• **What you need to do**
What you return should match the entries below exactly, only without the images.

• **Supplied records**

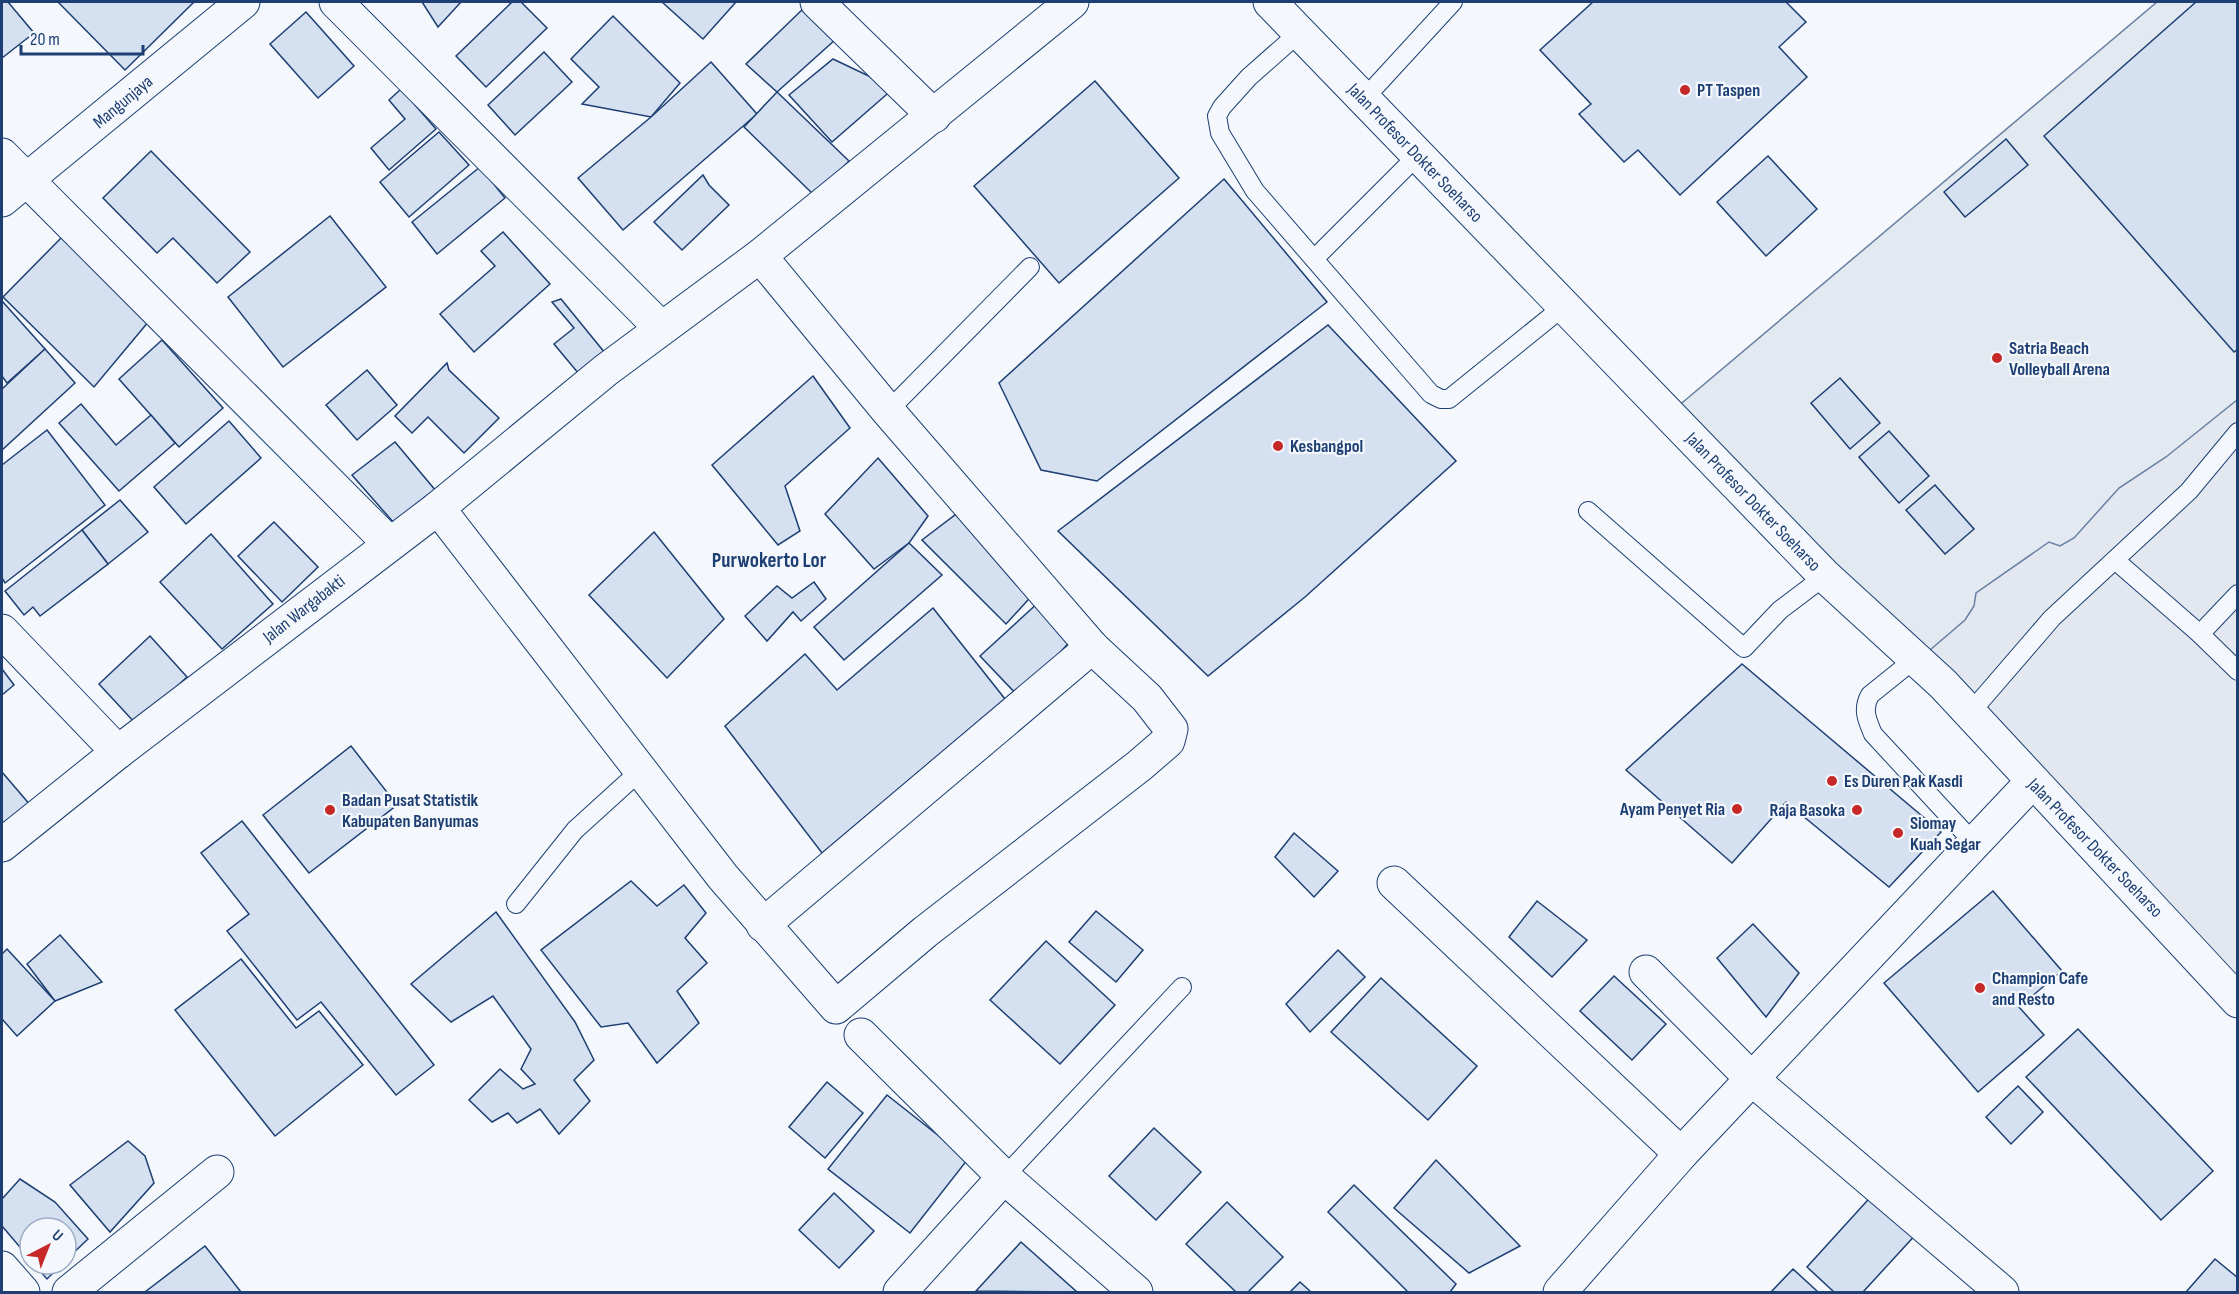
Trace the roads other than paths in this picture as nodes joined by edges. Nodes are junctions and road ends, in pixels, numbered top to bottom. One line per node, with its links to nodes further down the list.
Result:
1 (243, 2): 12 (street, Mangunjaya)
2 (336, 2): 17 (street)
3 (817, 2): 9 (street)
4 (1072, 2): 9 (street, Jalan Wargabakti)
5 (1270, 2): 7 (street, Jalan Profesor Dokter Soeharso)
6 (1451, 2): 8 (lane)
7 (1300, 32): 8 (street, Jalan Profesor Dokter Soeharso); 14 (lane)
8 (1363, 100): 11 (street, Jalan Profesor Dokter Soeharso)
9 (934, 116): 13 (street, Jalan Wargabakti)
10 (2, 155): 12 (street)
11 (1417, 156): 14 (lane); 16 (street, Jalan Profesor Dokter Soeharso)
12 (14, 191): 22 (street)
13 (760, 256): 17 (street, Jalan Wargabakti); 18 (street)
14 (1314, 259): 16 (lane)
15 (1030, 267): 18 (lane)
16 (1563, 307): 24 (street, Jalan Profesor Dokter Soeharso)
17 (661, 328): 20 (street, Jalan Wargabakti)
18 (888, 411): 28 (street)
19 (2238, 432): 23 (lane)
20 (438, 508): 22 (street, Jalan Wargabakti); 33 (street)
21 (1588, 511): 24 (lane)
22 (389, 543): 32 (street, Jalan Wargabakti)
23 (2115, 560): 27 (lane); 31 (lane)
24 (1825, 576): 29 (street, Jalan Profesor Dokter Soeharso)
25 (2238, 594): 27 (lane)
26 (2, 631): 32 (street)
27 (2200, 634): 30 (lane)
28 (1092, 647): 39 (street); 39 (street)
29 (1916, 658): 31 (street, Jalan Profesor Dokter Soeharso); 35 (lane)
30 (2238, 671)
31 (1970, 713): 34 (street, Jalan Profesor Dokter Soeharso)
32 (118, 752): 36 (street, Jalan Wargabakti)
33 (640, 771): 38 (lane); 39 (street)
34 (2032, 782): 35 (street); 42 (street, Jalan Profesor Dokter Soeharso)
35 (1975, 844): 44 (street)
36 (2, 845)
37 (1394, 883): 45 (street)
38 (516, 904)
39 (763, 925)
40 (1646, 972): 44 (street)
41 (1182, 987): 47 (lane)
42 (2238, 1001)
43 (861, 1035): 47 (street)
44 (1754, 1080): 45 (street); 54 (street)
45 (1681, 1154): 53 (street)
46 (217, 1172): 50 (street)
47 (1004, 1177): 51 (street); 52 (street)
48 (2, 1268): 49 (street)
49 (23, 1293)
50 (69, 1293)
51 (900, 1293)
52 (1136, 1293)
53 (1560, 1293)
54 (2002, 1293)

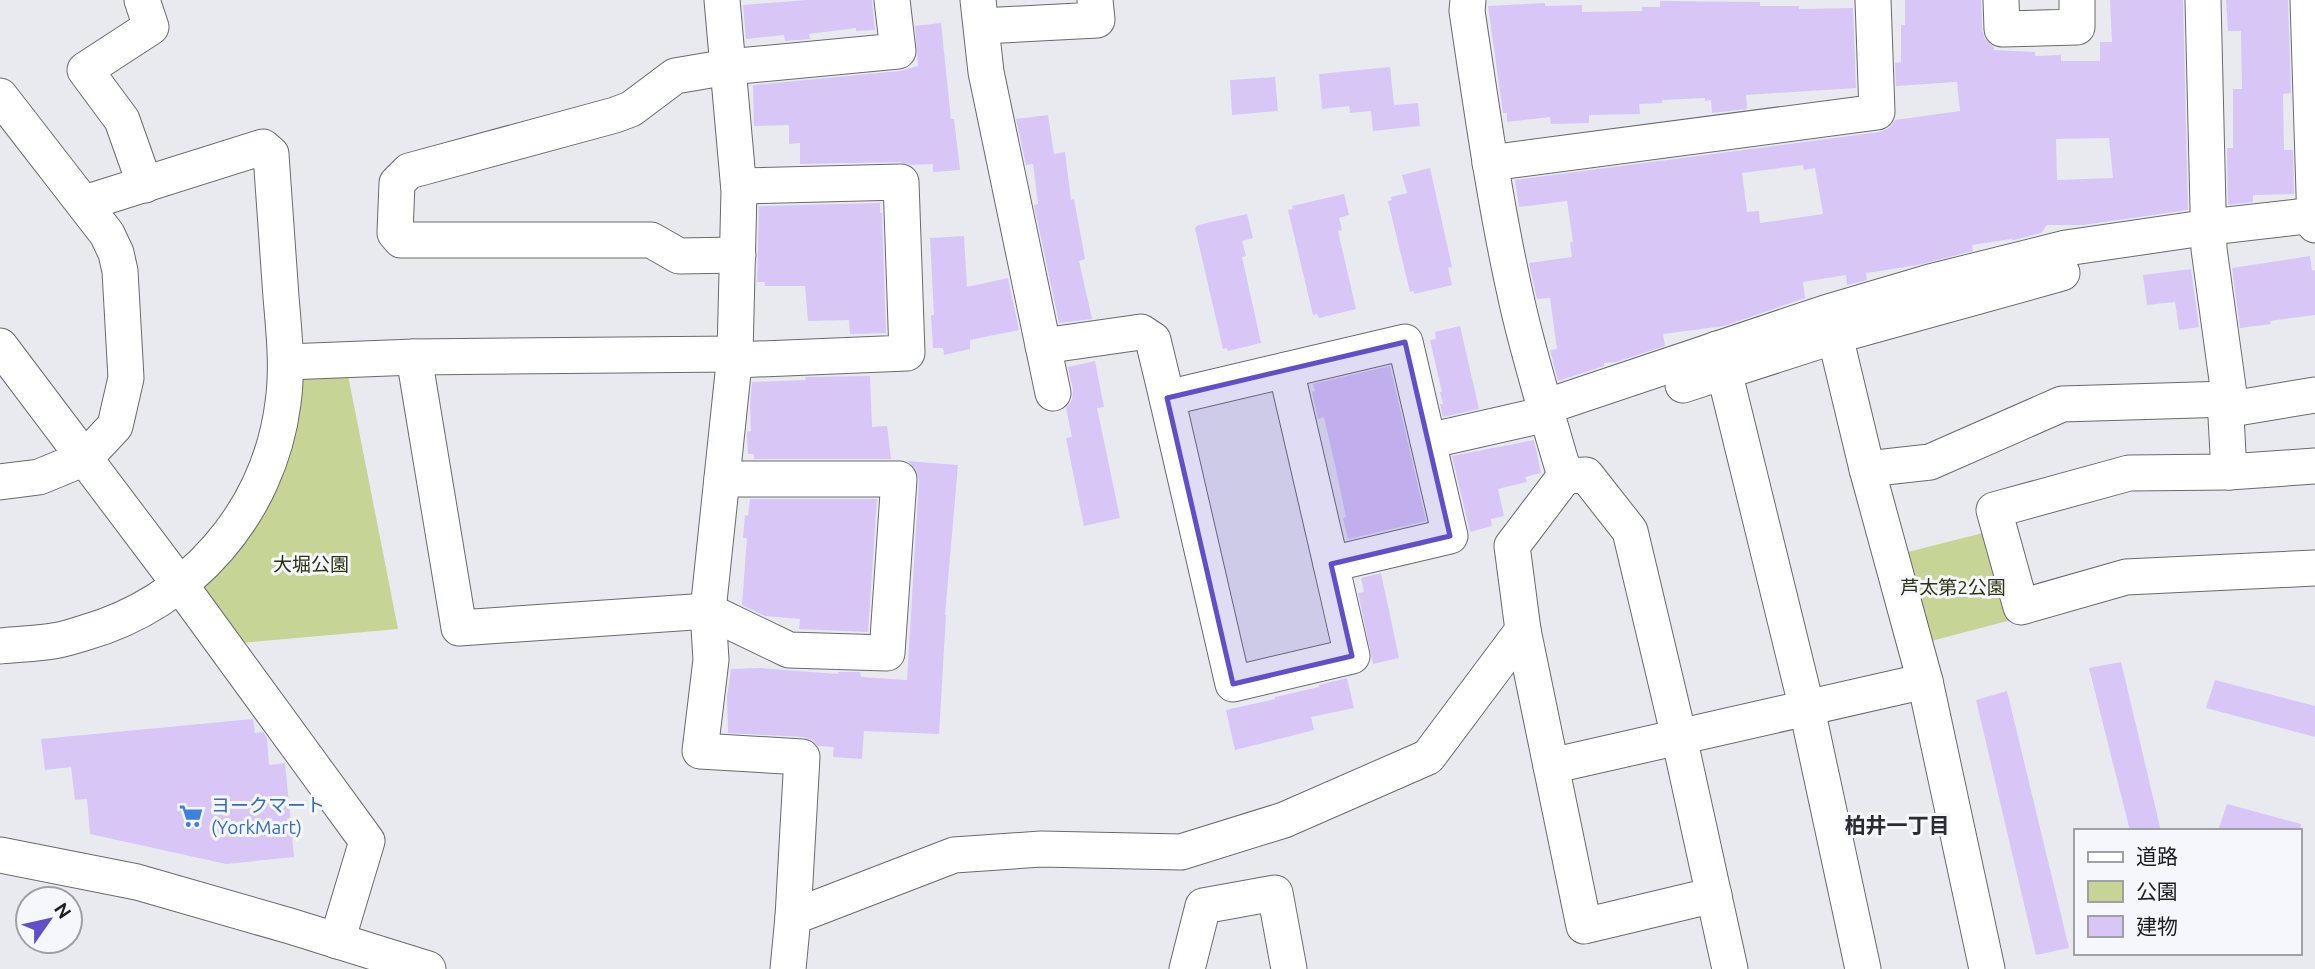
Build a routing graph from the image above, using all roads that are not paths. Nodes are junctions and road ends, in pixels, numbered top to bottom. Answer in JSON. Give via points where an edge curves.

• **Exercise result**
Trace the roads other than paths in this picture as nodes joined by edges. Nodes are junctions and road ends, in pixels, numbered top to bottom. One line per node, with its links to nodes further down the list.
Result:
1 (243, 2): 12 (street, Mangunjaya)
2 (336, 2): 17 (street)
3 (817, 2): 9 (street)
4 (1072, 2): 9 (street, Jalan Wargabakti)
5 (1270, 2): 7 (street, Jalan Profesor Dokter Soeharso)
6 (1451, 2): 8 (lane)
7 (1300, 32): 8 (street, Jalan Profesor Dokter Soeharso); 14 (lane)
8 (1363, 100): 11 (street, Jalan Profesor Dokter Soeharso)
9 (934, 116): 13 (street, Jalan Wargabakti)
10 (2, 155): 12 (street)
11 (1417, 156): 14 (lane); 16 (street, Jalan Profesor Dokter Soeharso)
12 (14, 191): 22 (street)
13 (760, 256): 17 (street, Jalan Wargabakti); 18 (street)
14 (1314, 259): 16 (lane)
15 (1030, 267): 18 (lane)
16 (1563, 307): 24 (street, Jalan Profesor Dokter Soeharso)
17 (661, 328): 20 (street, Jalan Wargabakti)
18 (888, 411): 28 (street)
19 (2238, 432): 23 (lane)
20 (438, 508): 22 (street, Jalan Wargabakti); 33 (street)
21 (1588, 511): 24 (lane)
22 (389, 543): 32 (street, Jalan Wargabakti)
23 (2115, 560): 27 (lane); 31 (lane)
24 (1825, 576): 29 (street, Jalan Profesor Dokter Soeharso)
25 (2238, 594): 27 (lane)
26 (2, 631): 32 (street)
27 (2200, 634): 30 (lane)
28 (1092, 647): 39 (street); 39 (street)
29 (1916, 658): 31 (street, Jalan Profesor Dokter Soeharso); 35 (lane)
30 (2238, 671)
31 (1970, 713): 34 (street, Jalan Profesor Dokter Soeharso)
32 (118, 752): 36 (street, Jalan Wargabakti)
33 (640, 771): 38 (lane); 39 (street)
34 (2032, 782): 35 (street); 42 (street, Jalan Profesor Dokter Soeharso)
35 (1975, 844): 44 (street)
36 (2, 845)
37 (1394, 883): 45 (street)
38 (516, 904)
39 (763, 925)
40 (1646, 972): 44 (street)
41 (1182, 987): 47 (lane)
42 (2238, 1001)
43 (861, 1035): 47 (street)
44 (1754, 1080): 45 (street); 54 (street)
45 (1681, 1154): 53 (street)
46 (217, 1172): 50 (street)
47 (1004, 1177): 51 (street); 52 (street)
48 (2, 1268): 49 (street)
49 (23, 1293)
50 (69, 1293)
51 (900, 1293)
52 (1136, 1293)
53 (1560, 1293)
54 (2002, 1293)

Build a routing graph from the image above, using all roads that are not paths. Nodes are junctions and road ends, in pixels, numbered top to bottom. Answer in JSON. Give via points where an edge curves.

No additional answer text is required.